Unreserved

Indigenous documentarians tell their own stories of connecting to culture

Documentaries can be a powerful tool for storytelling, but for years Indigenous people were the subject matter and not the people telling their own stories. This week, two documentaries about culture, connection, and finding your way back. 
Colleen Underwood (centre) with her grandfather Ernie Callihoo (left), and her mother, Caroline (right). She shares the story of how her grandfather helped the Michel First Nation enfranchise. (Colleen Underwood/CBC)

Documentaries can be a powerful tool for storytelling, but for years Indigenous people were the subject matter and not the people telling their own stories. 

This week on Unreserved, two documentaries about culture, connection, and finding your way back. 

Decades ago, members of the Michel First Nation, northwest of Edmonton, took an unusual step to enfranchise, losing their rights under the Indian Act. Now, the community is fighting to reestablish the First Nation. CBC's Colleen Underwood brings us that story, and her own personal connection to it. 

Kevin Lewis paddles on Ministikwan Lake, a place he’s known all his life. He runs kâniyâsihk Culture Camps, a Cree culture camp where people can come and learn traditional Cree ways. (Kyle Muzyka)

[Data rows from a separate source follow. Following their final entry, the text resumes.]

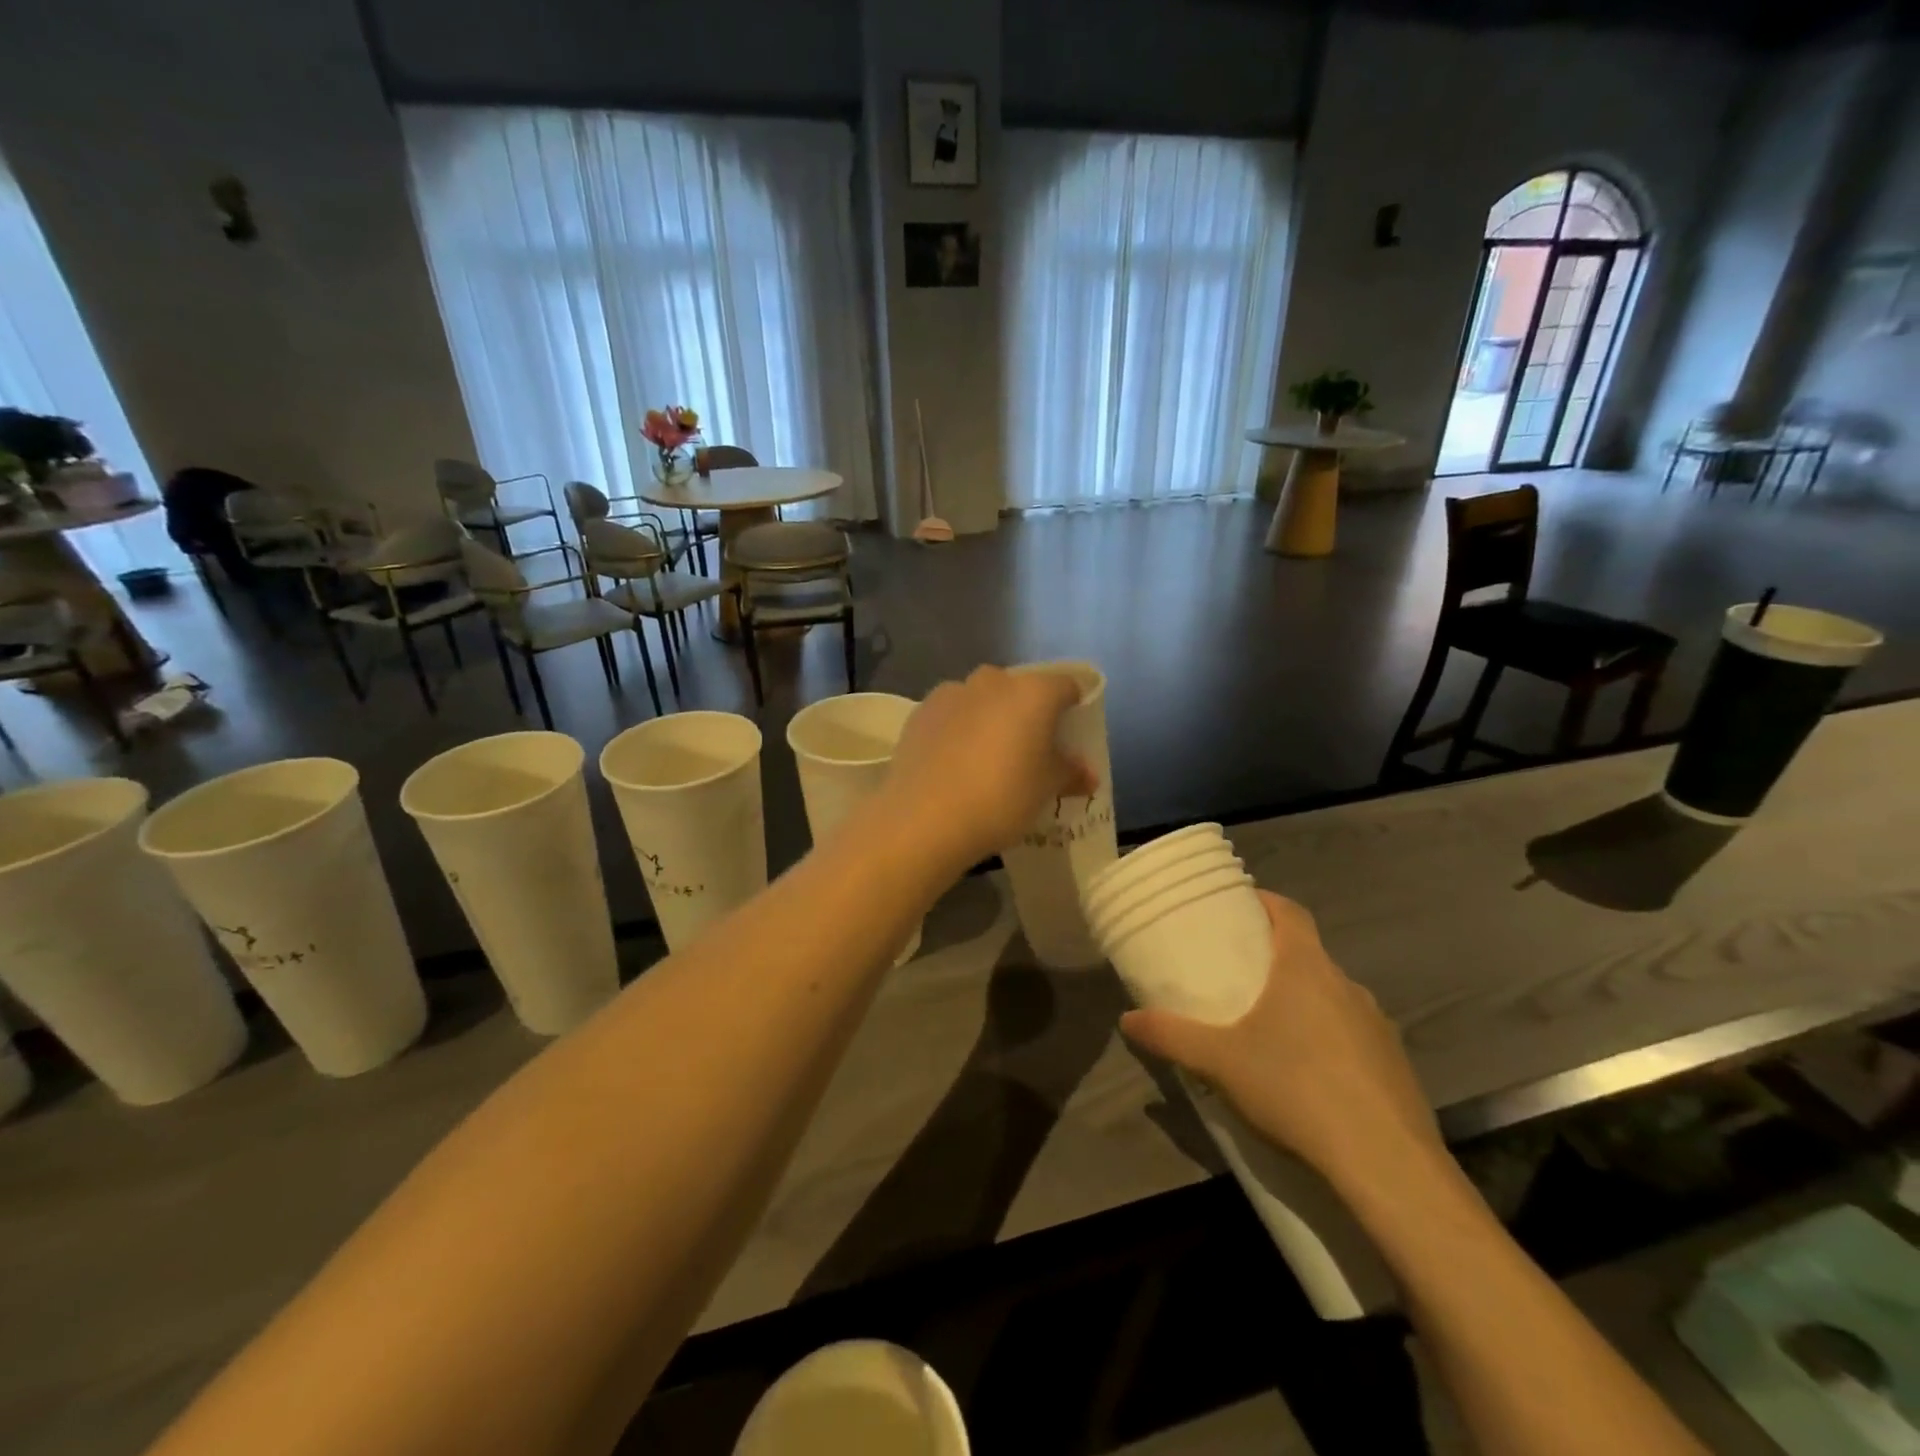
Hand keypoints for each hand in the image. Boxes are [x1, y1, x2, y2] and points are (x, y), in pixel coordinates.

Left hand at [881, 666, 1096, 870]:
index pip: (1066, 686)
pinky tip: (955, 763)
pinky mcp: (920, 713)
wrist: (924, 817)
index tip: (1072, 735)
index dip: (1074, 707)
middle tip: (1030, 750)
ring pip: (982, 699)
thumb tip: (1087, 773)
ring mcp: (952, 693)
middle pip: (1020, 689)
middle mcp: (993, 681)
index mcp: (1033, 692)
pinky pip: (951, 715)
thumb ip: (1070, 773)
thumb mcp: (1046, 790)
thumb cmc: (1001, 798)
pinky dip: (958, 730)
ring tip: (988, 758)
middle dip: (1028, 713)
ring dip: (990, 718)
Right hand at [1120, 891, 1446, 1200]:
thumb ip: (1170, 1036)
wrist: (1388, 1166)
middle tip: (1239, 975)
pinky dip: (1329, 1042)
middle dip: (1275, 959)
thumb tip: (1126, 1020)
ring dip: (1303, 1003)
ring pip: (1332, 998)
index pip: (1290, 912)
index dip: (1265, 901)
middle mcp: (1347, 986)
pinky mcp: (1397, 1067)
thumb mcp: (1219, 1062)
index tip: (1239, 905)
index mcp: (1306, 968)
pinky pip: (1354, 1037)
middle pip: (1308, 955)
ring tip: (1269, 1029)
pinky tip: (1309, 1078)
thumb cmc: (1296, 1089)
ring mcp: (1378, 1027)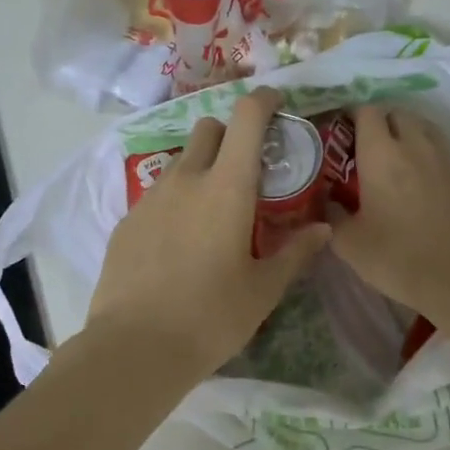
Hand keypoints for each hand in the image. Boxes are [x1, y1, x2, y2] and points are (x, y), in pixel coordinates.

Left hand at [84, 89, 330, 372]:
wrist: (134, 347)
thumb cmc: (211, 316)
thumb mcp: (263, 289)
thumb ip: (295, 252)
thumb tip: (322, 229)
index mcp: (227, 187)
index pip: (246, 118)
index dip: (264, 101)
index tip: (276, 104)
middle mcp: (186, 179)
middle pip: (209, 128)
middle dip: (230, 134)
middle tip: (246, 168)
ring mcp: (151, 197)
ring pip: (181, 161)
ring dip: (201, 168)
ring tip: (212, 211)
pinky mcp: (127, 220)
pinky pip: (158, 193)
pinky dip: (176, 199)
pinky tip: (179, 242)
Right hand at [327, 105, 449, 318]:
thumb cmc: (399, 258)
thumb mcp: (350, 244)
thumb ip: (332, 216)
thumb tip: (327, 202)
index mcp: (381, 154)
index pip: (366, 112)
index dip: (352, 115)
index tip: (341, 132)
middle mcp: (415, 146)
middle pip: (397, 113)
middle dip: (380, 122)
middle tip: (366, 147)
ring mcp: (446, 159)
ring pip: (424, 127)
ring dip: (407, 133)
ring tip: (395, 158)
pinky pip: (442, 151)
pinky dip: (428, 155)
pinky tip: (422, 182)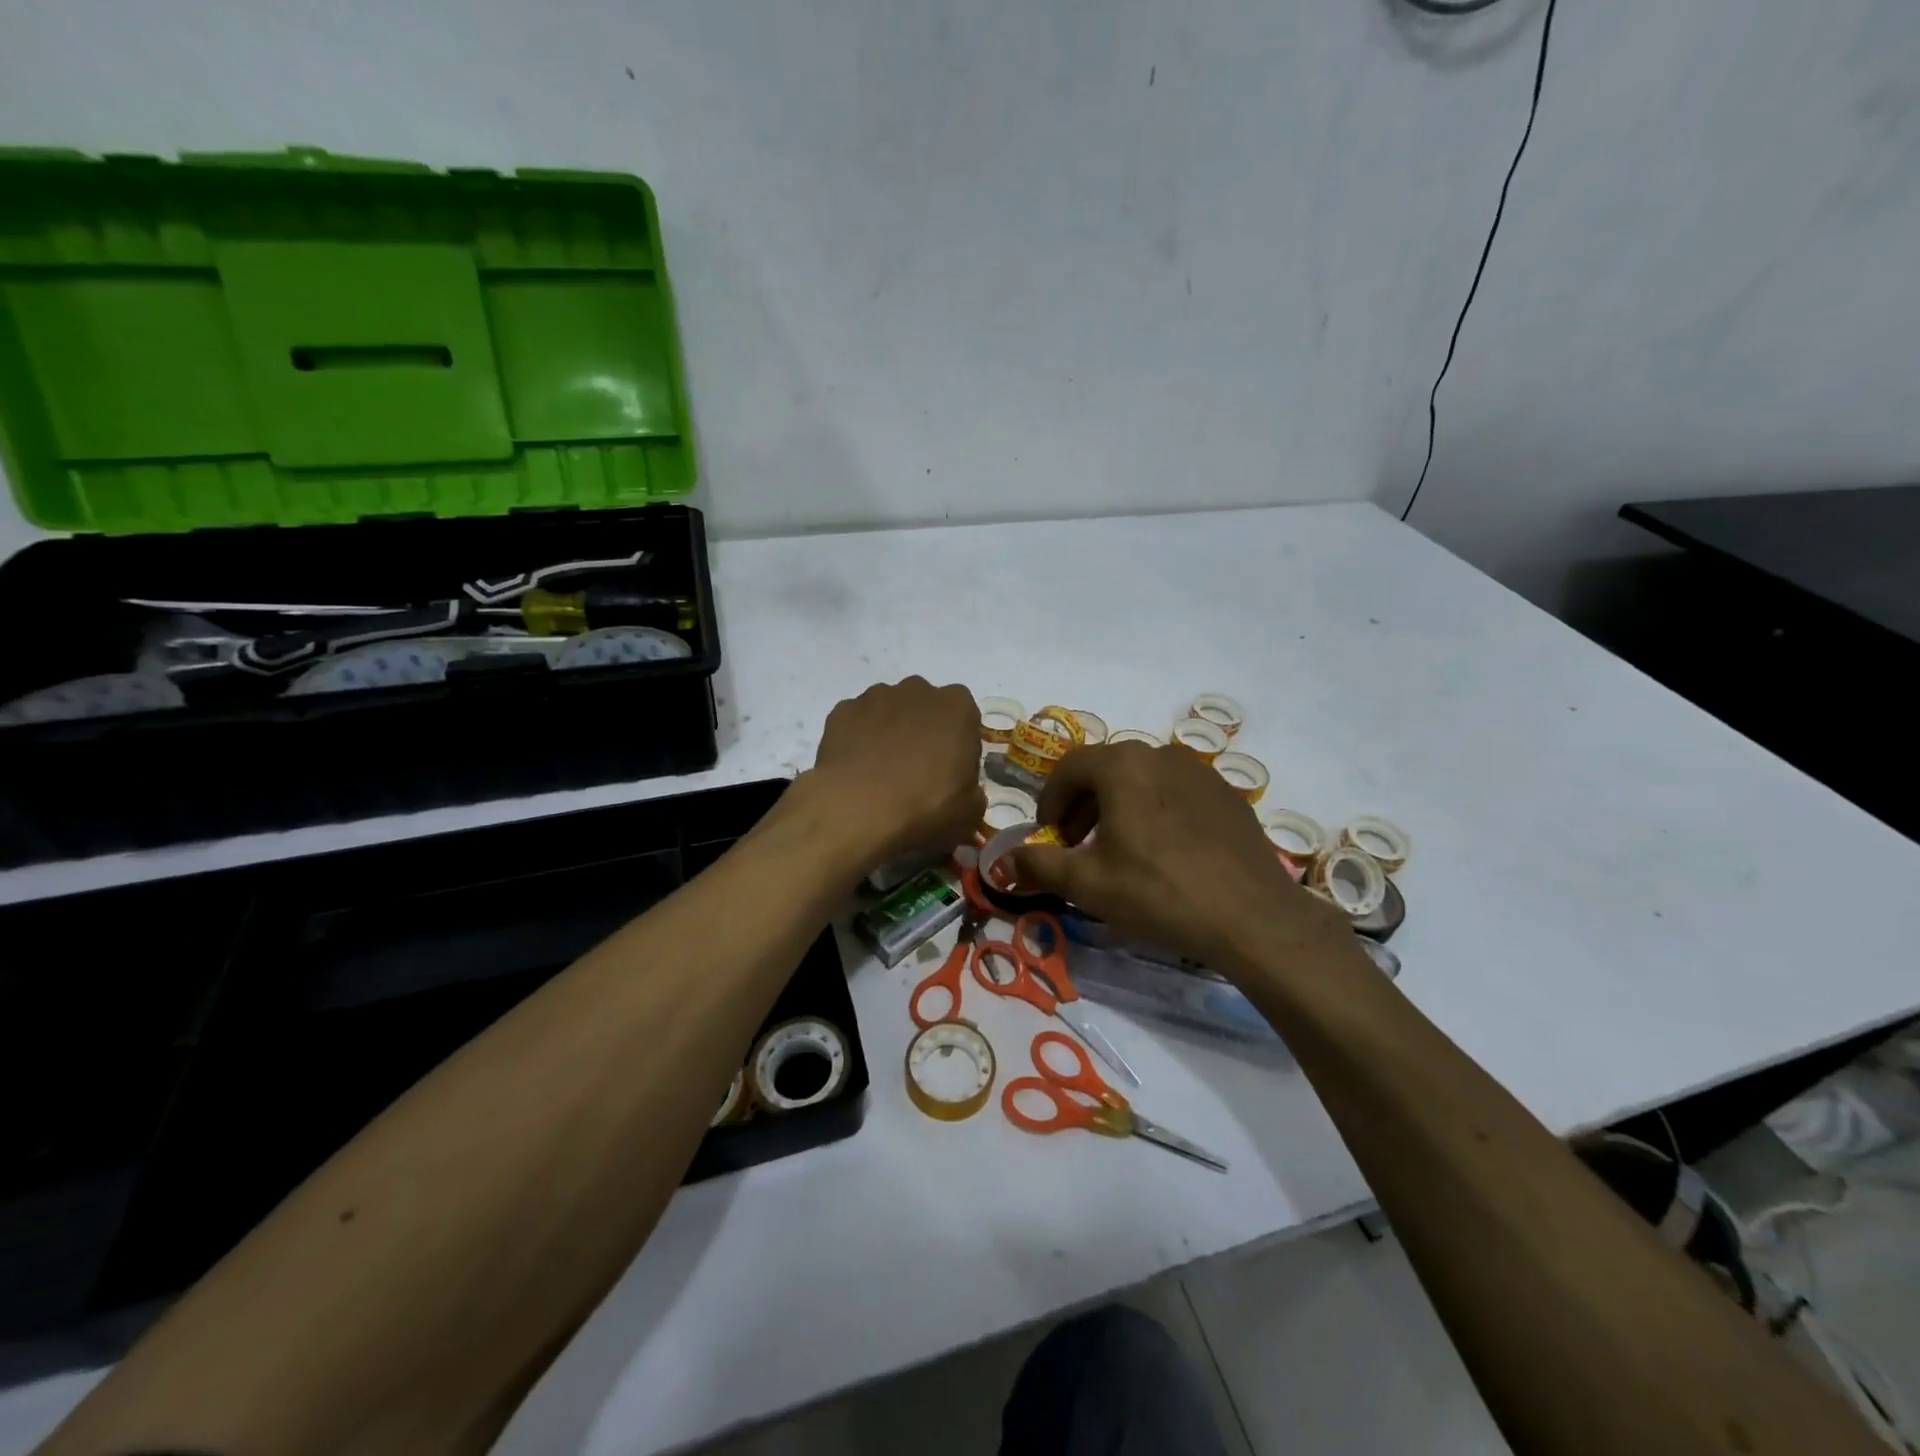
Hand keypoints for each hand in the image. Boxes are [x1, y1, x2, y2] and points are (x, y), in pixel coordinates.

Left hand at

A few years ago, CBC Radio launched the Emerging Indigenous Doc Makers Program as a way to elevate voices of Indigenous documentary makers. Michael Dick is an executive producer at CBC and a member of Fort William First Nation, this year he's the mentor to the successful candidates of the program. 

Unreserved's Kyle Muzyka took part in the Emerging Indigenous Doc Makers Program, producing a documentary about kaniyasik culture camp, where Kevin Lewis was teaching campers how to connect to their Cree culture while building a birch bark canoe.